Pour mieux comprendre la constitution et les interactions de la matière qui nous entoure. On cherche à « casser » des particules pour pouvoir ensuite détecter de quoi elles sont constituées ou pour les transformer en d’autres particules.

Comme masse et énergie sont équivalentes (le fameux E=mc² de la relativité d’Einstein), on peut par exemple transformer des « grosses » particules accélérées en énergie pure et en d’autres « petites » particules suite à des processus de désintégrations. C’est comme si on projetait 2 voitures l’une
contre l’autre à grande vitesse et qu’on analysait ensuite les pièces éparpillées sur le sol pour comprendre le fonctionnement des voitures… Autant dire que ce n’est pas gagné d’avance ! On comprend aisément ici que plus les voitures vont vites, plus on va venir « fabriquer » des petits morceaux élémentaires de la voiture.

Il faut aussi souligner que les accélérateurs sont largement utilisés dans tout ce qui est imagerie médicale, pour la radiothérapie, ainsi qu’en spectroscopie pour analyser des échantillons de matière pour les dater ou pour trouver leur composition (police scientifique, archéologues…) .

Quelle particules ?

On n’accélère pas n’importe quelle particule, mais toujours des particules (ou anti-particules) chargées, c’est-à-dire les particules possédant une charge électrique positive (comme les protons ou les positrons) ou négative (comme les électrons ou les anti-protons) car toutes les techniques d’accélération et de guidage des particules dans les accélérateurs se basent sur l’électromagnétisme (voir article sur l’électromagnétisme). On
peut donc également accélérer des ions (qui sont par définition chargés positivement ou négativement) mais pas des neutrons ou des neutrinos qui sont des particules neutres sans charge
électrique.

Quelles énergies ?

On ne parle jamais de la vitesse des particules mais plutôt de leur énergie car c’est bien ce qui compte. Une voiture de 500kg à 100km/h a la même énergie qu’un semi remorque de 5 tonnes à 30km/h. En physique des particules, on mesure toujours les énergies en électronVolt (eV), cette unité correspond à l’énergie d’accélération donnée à un électron soumis à une tension de 1 Volt. On obtient donc 1 eV =1,6 10-19 Joules.

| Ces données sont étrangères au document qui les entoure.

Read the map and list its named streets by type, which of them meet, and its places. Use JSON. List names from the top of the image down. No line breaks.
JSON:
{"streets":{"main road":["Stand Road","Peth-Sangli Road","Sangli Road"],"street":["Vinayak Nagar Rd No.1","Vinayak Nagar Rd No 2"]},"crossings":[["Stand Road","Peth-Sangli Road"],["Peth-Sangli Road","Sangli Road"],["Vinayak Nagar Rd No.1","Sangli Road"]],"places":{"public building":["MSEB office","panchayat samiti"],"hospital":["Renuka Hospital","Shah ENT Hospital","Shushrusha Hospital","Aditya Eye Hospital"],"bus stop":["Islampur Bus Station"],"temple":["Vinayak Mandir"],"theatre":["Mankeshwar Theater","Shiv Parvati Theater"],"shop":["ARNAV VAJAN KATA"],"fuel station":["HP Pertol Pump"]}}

L’accélérateur de particule LHC au CERN aura une énergie de collision de 14 milliers de milliards d’électronVolt, soit 14 TeV = 2,24 micro Joule, c’est-à-dire l’énergie d’un moustique en plein vol mais dans un volume plusieurs milliards de
fois plus petit qu’un moustique !! 

Les accélérateurs linéaires ?

Les premiers accélérateurs étaient linéaires, ils consistaient simplement à appliquer une tension fixe aux bornes d’un tube à vide pour accélérer des particules avec le champ électrique. On parle d’accélérateurs à redresseur puis d’accélérateurs électrostatiques, capables d’atteindre des énergies de 100MeV en appliquant 100 Millions de Volt !

Les cavités Radio-Fréquence (RF) sont ensuite apparues. Ces accélérateurs sont souvent appelés LINAC (Linear accelerator) et sont généralement utilisés comme injecteur dans les grands complexes d’accélérateurs comme au CERN. Ils sont basés sur le même principe que les accélérateurs électrostatiques mais cette fois ce n’est plus une énorme tension fixe mais de faibles tensions qui oscillent à des fréquences très élevées dans des cavités en forme de ballons aplatis. On peut atteindre plusieurs dizaines de milliards d’électronVolt avec cette technologie (dizaines de GeV).



Accélérateur à redresseur (1937), cavités RF du LEP au CERN (1989)

Les accélérateurs circulaires ?

 Les premiers accélérateurs circulaires sont les cyclotrons, ils accélèrent les particules en spirale dans un champ magnétique fixe créé par un aimant massif. Ils font au maximum quelques mètres de diamètre et peuvent atteindre des énergies de quelques dizaines de MeV. Dans ces accélérateurs, l’accélération n’est plus basée sur une différence de potentiel électrique mais sur la force centripète générée par un champ magnétique. En effet, si on fait tourner une particule dans un champ magnétique fixe, sa fréquence de rotation est indépendante du rayon de sa trajectoire donc si ce rayon augmente, alors la particule parcourt plus de distance dans le même temps (elle est donc accélérée). Plus on va venir faire tourner une particule dans un grand cercle, plus elle va vite jusqu’à une certaine limite. Lorsqu’on se rapproche de la vitesse de la lumière, la relativité intervient car dans ce cas, l’énergie se transforme en masse et c’est comme si la particule était plus lourde…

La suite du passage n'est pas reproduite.